2. The performance hit regarding __finally WITH abnormal exiting.
int test()
{
int temp=5;
__try
{
goto returnval;
int i=10;
}
__finally
{
temp=6;
}
temp=7;
returnval:
return temp;
}
All the thing will be the same as the first scenario. However, in order to execute the __finally block before abnormal exiting, compiler place a __local_unwind2 function calling in any abnormal exiting statement, like goto, return, longjmp etc...
__try
00411A5F mov dword ptr [ebp-4],0
00411A66 push 0FFFFFFFFh
{
goto returnval;
00411A68 lea eax,[ebp-10h]
00411A6B push eax
00411A6C call @ILT+390(__local_unwind2) (41118Bh)
00411A71 add esp,8
00411A74 jmp returnval (411A85h)
__local_unwind2 will call all the __finally block below the stack.

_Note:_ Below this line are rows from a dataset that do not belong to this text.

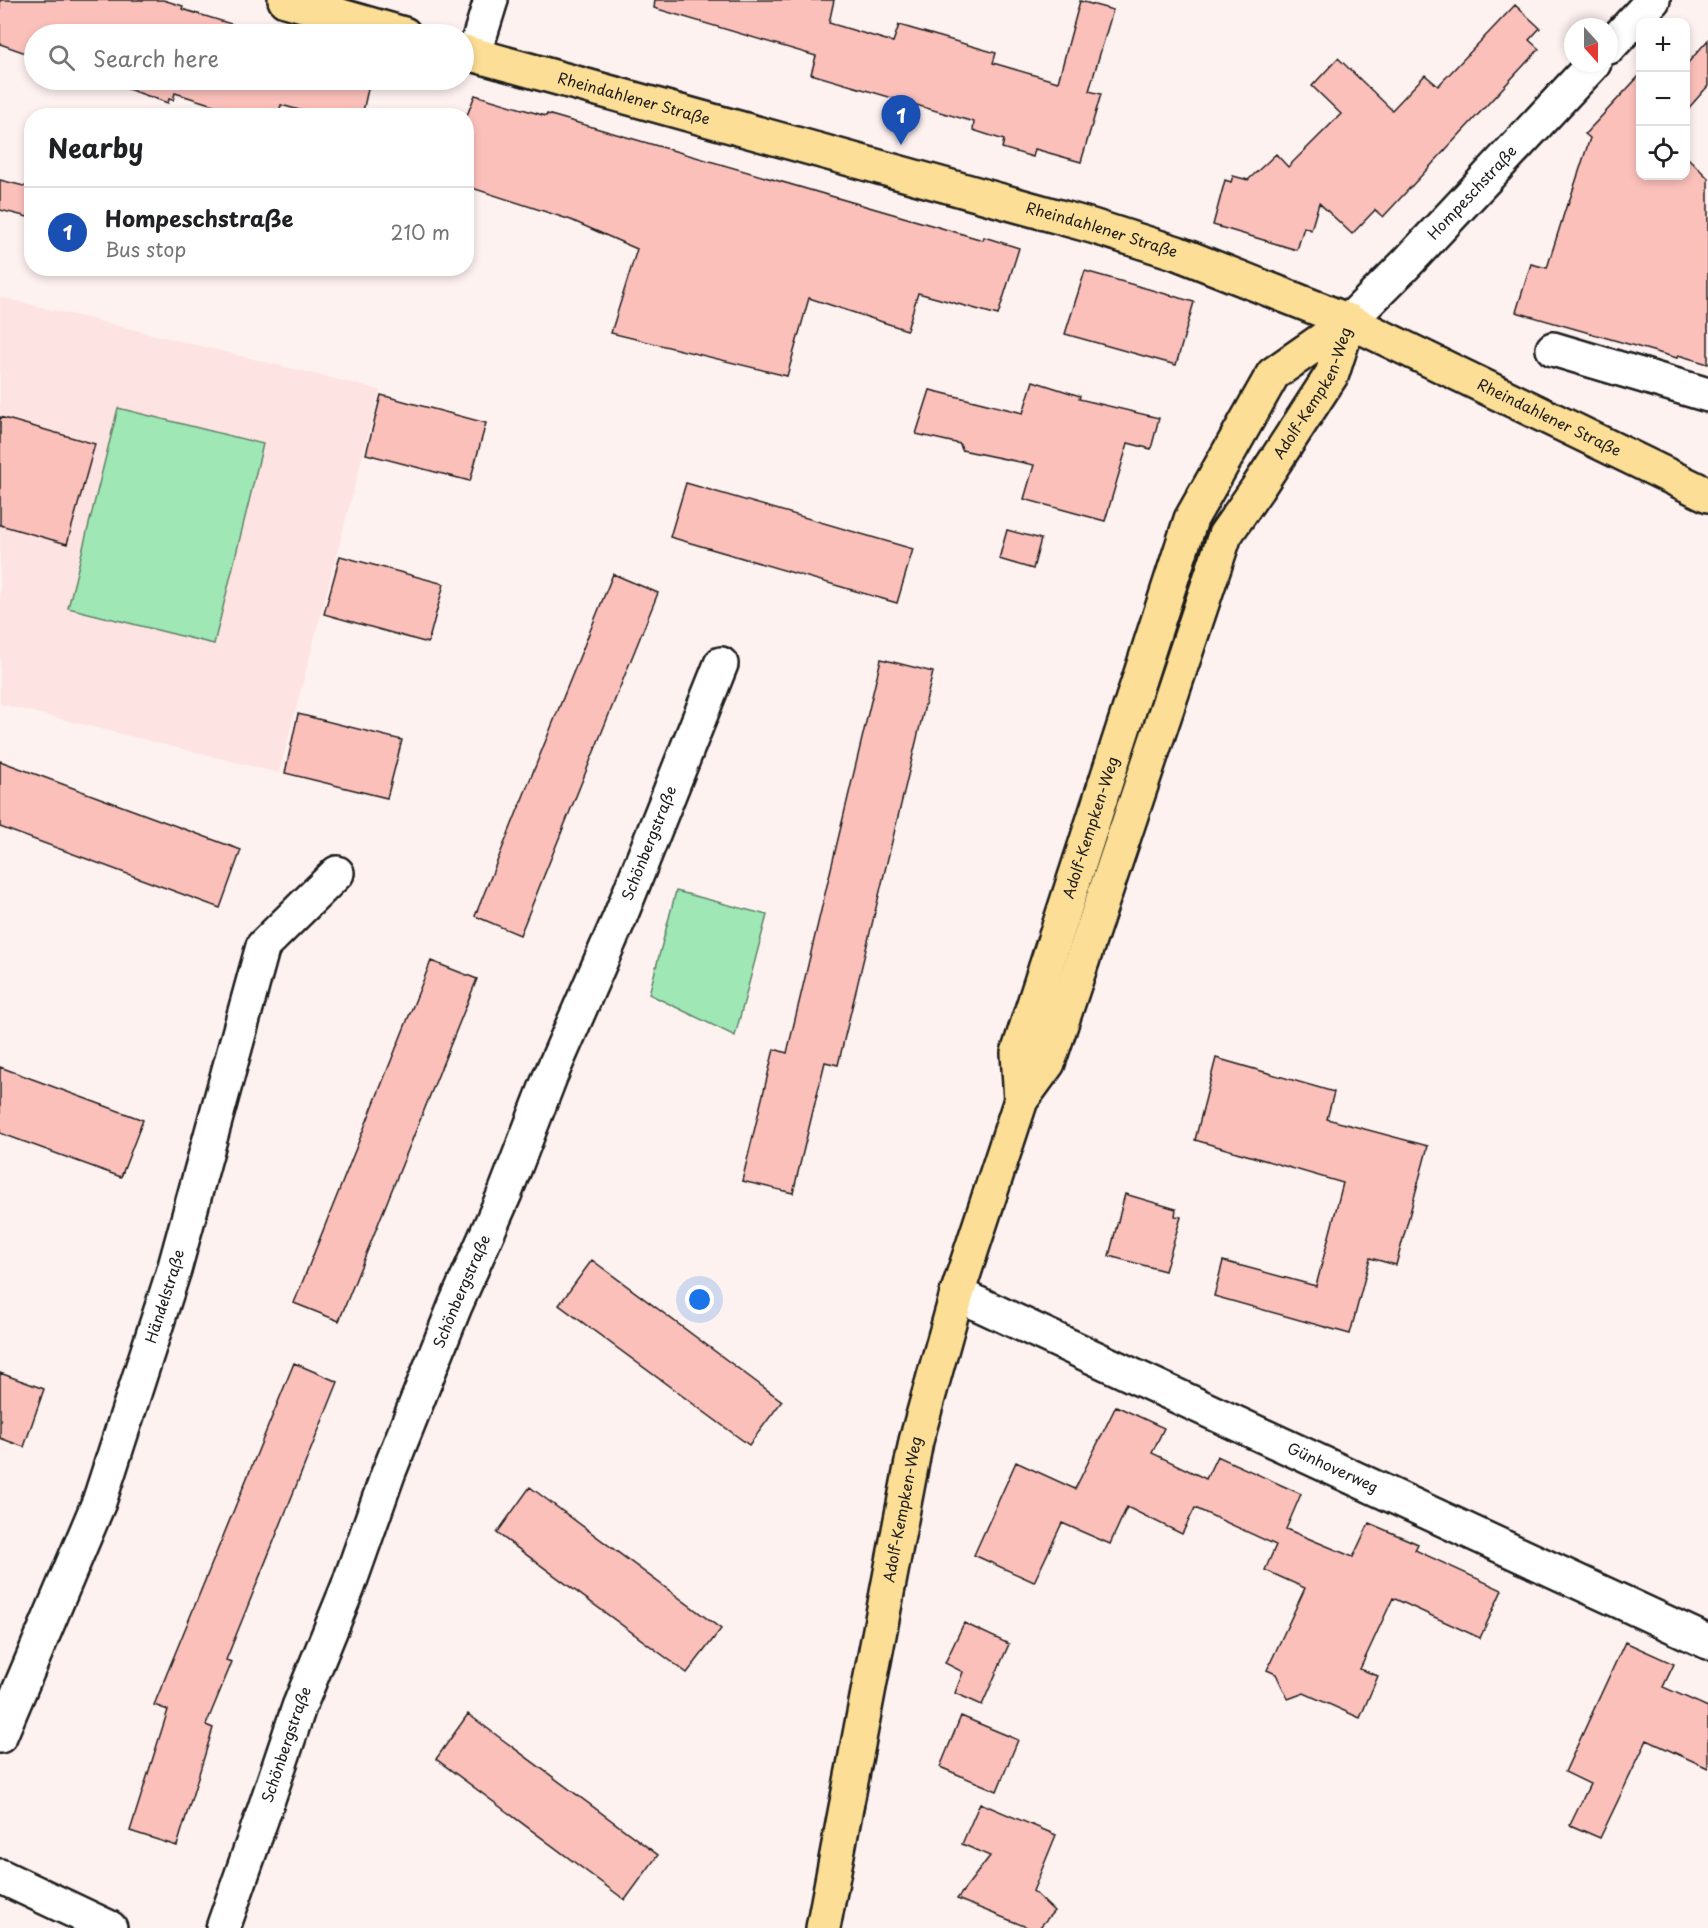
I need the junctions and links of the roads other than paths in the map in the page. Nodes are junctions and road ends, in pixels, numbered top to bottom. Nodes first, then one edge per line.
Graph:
1 (285, 0) edge
2 (491, 0) edge
3 (1653, 0) edge
4 (369, 24) edge
5 (1618, 37) edge
6 (474, 41) edge
7 (474, 54) edge
8 (1586, 72) edge
9 (1349, 321) junction
10 (1553, 349) dead end
11 (1708, 395) edge
12 (1708, 495) edge
13 (721, 664) dead end
14 (337, 873) dead end
15 (1021, 1100) junction
16 (957, 1294) junction
17 (1708, 1642) edge
18 (0, 1736) edge
19 (0, 1876) edge
20 (110, 1928) edge
21 (223, 1928) edge
22 (823, 1928) edge

1 - 4 main road
2 - 6 street
3 - 5 street
7 - 9 main road, Rheindahlener Straße
8 - 9 street, Hompeschstraße
9 - 12 main road, Rheindahlener Straße
9 - 15 main road, Adolf-Kempken-Weg
9 - 15 main road, Adolf-Kempken-Weg
10 - 11 street
13 - 21 street, Schönbergstraße
14 - 18 street, Händelstraße
15 - 16 main road, Adolf-Kempken-Weg
16 - 17 street, Günhoverweg
16 - 22 main road, Adolf-Kempken-Weg
19 - 20 street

Ok, let's reversing __local_unwind2 to see what it does internally:
/*compiler pushes 2 parameters for __local_unwind2 with the value below:
P1=ebp-10h= _exception_registration
P2=-1*/
__local_unwind2(_exception_registration, p2)
{
t1=_exception_registration;
t2=-2;
//setup a raw OS level SEH handler for any exception generated in __finally block
push offset __unwind_handler (4010A8h)
push dword ptr fs:[00000000]
fs:[00000000]=esp
do
{
SCOPETABLE *pscopetable=_exception_registration->scopetable;
trylevel=_exception_registration->trylevel;
if(trylevel==-1)
{
break;
}
if(trylevel==p2)
{
break;
}
pre_trylevel=pscopetable[trylevel].previousTryLevel;
t2=pre_trylevel;
_exception_registration->trylevel=pre_trylevel; //prepare for next loop
if(pscopetable[trylevel].lpfnFilter!=0)
{
contine;
}
_NLG_Notify(0x101, pscopetable[trylevel].lpfnHandler);
pscopetable[trylevel].lpfnHandler();
}while(1)
//destroy the raw SEH
pop dword ptr fs:[0]
add esp,0Ch
ret
}
As we can see, __local_unwind2 loops through all the scopetable entries that wrap the __local_unwind2.(Each scopetable entry stands for a __try). Then it calls any __try block with __finally associated. This is what local unwind is all about. And this function loop is what "Jeffrey Richter" believes as "Performance Hit".
3. Caution scenarios:
#1, what is the return result of the following function?
int test()
{
int i;
__try
{
i=1;
printf("__try...\n");
return i;
}
__finally
{
printf("__finally...\n");
i=2;
}
i=3;
return i;
}
The answer is 1 instead of 2!!!